The surge in Large Language Models (LLMs) has revolutionized natural language
processing, but fine-tuning them for specific tasks often encounters challenges
in balancing performance and preserving general instruction-following
abilities. In this paper, we posit that the distribution gap between task
datasets and the LLMs serves as the primary underlying cause. To address the
problem, we introduce Self-Distillation Fine-Tuning (SDFT), a novel approach
that bridges the distribution gap by guiding fine-tuning with a distilled
dataset generated by the model itself to match its original distribution.
Experimental results on the Llama-2-chat model across various benchmarks
demonstrate that SDFT effectively mitigates catastrophic forgetting while
achieving comparable or superior performance on downstream tasks compared to
the vanilla fine-tuning.

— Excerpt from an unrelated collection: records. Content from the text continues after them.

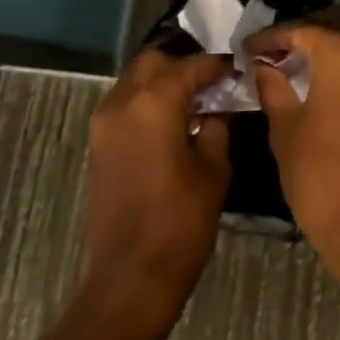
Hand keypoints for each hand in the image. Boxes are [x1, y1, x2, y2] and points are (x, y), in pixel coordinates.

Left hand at [81, 49, 231, 332]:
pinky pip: (126, 104)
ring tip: (198, 97)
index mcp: (154, 102)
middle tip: (215, 79)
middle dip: (185, 63)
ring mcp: (104, 124)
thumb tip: (219, 107)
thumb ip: (217, 125)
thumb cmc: (181, 221)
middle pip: (154, 61)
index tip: (240, 68)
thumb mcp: (214, 168)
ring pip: (135, 80)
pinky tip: (176, 119)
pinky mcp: (99, 146)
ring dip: (164, 81)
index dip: (219, 65)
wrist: (130, 278)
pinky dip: (149, 100)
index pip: (192, 65)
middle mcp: (122, 103)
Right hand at [246, 25, 339, 258]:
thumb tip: (262, 66)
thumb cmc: (318, 170)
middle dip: (294, 46)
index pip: (302, 33)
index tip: (245, 49)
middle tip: (261, 59)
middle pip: (326, 39)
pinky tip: (308, 87)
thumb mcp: (285, 126)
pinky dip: (334, 74)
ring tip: (279, 71)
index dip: (271, 39)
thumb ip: (272, 86)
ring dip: (315, 60)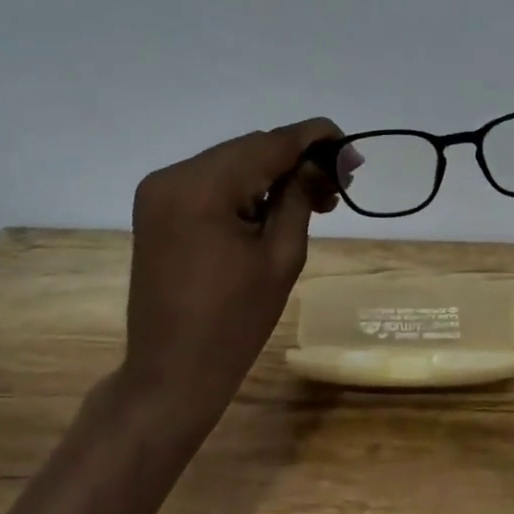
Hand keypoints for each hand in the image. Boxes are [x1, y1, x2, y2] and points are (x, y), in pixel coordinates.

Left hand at [122, 118, 343, 434]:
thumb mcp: (282, 254)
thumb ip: (302, 194)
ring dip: (274, 173)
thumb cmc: (235, 322)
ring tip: (315, 200)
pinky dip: (247, 186)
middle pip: (252, 148)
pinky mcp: (159, 206)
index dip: (318, 140)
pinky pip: (213, 180)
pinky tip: (276, 205)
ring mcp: (160, 190)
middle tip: (338, 186)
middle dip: (298, 159)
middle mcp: (174, 175)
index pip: (271, 143)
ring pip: (234, 161)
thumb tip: (330, 158)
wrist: (172, 373)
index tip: (354, 154)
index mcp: (203, 187)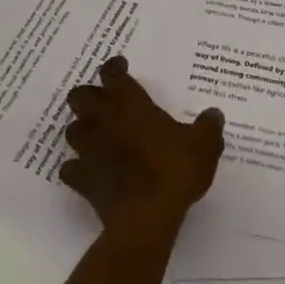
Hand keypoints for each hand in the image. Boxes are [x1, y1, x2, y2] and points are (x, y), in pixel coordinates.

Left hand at [62, 58, 224, 235]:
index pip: (112, 74)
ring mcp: (88, 150)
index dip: (114, 67)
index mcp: (130, 103)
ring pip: (71, 130)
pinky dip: (76, 168)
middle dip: (88, 96)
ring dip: (81, 130)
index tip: (121, 67)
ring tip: (96, 136)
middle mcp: (103, 120)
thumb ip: (208, 126)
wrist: (146, 217)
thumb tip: (214, 114)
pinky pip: (70, 169)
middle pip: (80, 96)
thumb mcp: (204, 145)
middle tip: (104, 102)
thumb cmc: (174, 170)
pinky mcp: (82, 180)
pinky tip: (88, 172)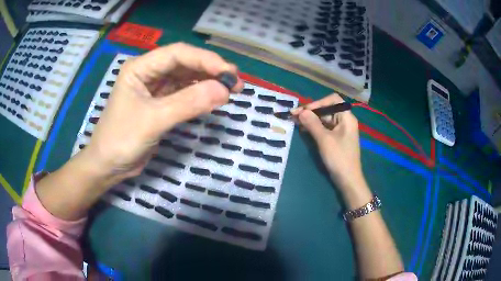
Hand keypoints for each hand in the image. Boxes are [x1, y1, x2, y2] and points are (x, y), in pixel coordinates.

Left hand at [84, 43, 243, 183]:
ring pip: (186, 78)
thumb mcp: (153, 120)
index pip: (177, 54)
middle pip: (184, 63)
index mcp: (140, 67)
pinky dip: (199, 96)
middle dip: (210, 70)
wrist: (108, 166)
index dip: (205, 60)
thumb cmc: (121, 140)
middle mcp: (148, 73)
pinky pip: (184, 94)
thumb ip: (187, 103)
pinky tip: (213, 99)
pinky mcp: (160, 104)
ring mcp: (155, 88)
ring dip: (207, 82)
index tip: (229, 73)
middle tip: (236, 82)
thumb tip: (224, 90)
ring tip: (230, 90)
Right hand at [291, 93, 363, 189]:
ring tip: (296, 123)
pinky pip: (325, 128)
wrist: (348, 180)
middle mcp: (345, 121)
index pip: (333, 100)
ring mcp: (341, 130)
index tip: (303, 111)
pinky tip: (304, 130)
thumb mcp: (324, 140)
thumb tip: (301, 111)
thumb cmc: (339, 158)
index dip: (318, 103)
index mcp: (346, 117)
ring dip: (311, 120)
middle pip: (327, 109)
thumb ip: (312, 123)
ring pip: (324, 119)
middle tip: (294, 116)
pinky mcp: (336, 139)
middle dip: (311, 112)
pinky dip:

Moreover, SDFT demonstrates the potential to maintain
the helpfulness and safety alignment of LLMs. Our code is available at
https://github.com/sail-sg/sdft.

使用自我蒸馏微调（SDFT）方法，本研究通过引入由模型自身生成的蒸馏数据集来填补任务数据集与大型语言模型之间的分布差距，解决了在特定任务上微调时性能和通用指令跟随能力之间的挑战，并在多个基准测试中证明了 SDFT 方法在减轻灾难性遗忘的同时，在下游任务上实现了与传统微调相当或更优的性能，并且还展示了 SDFT 方法在保持 LLMs 的实用性和安全性之间的潜力。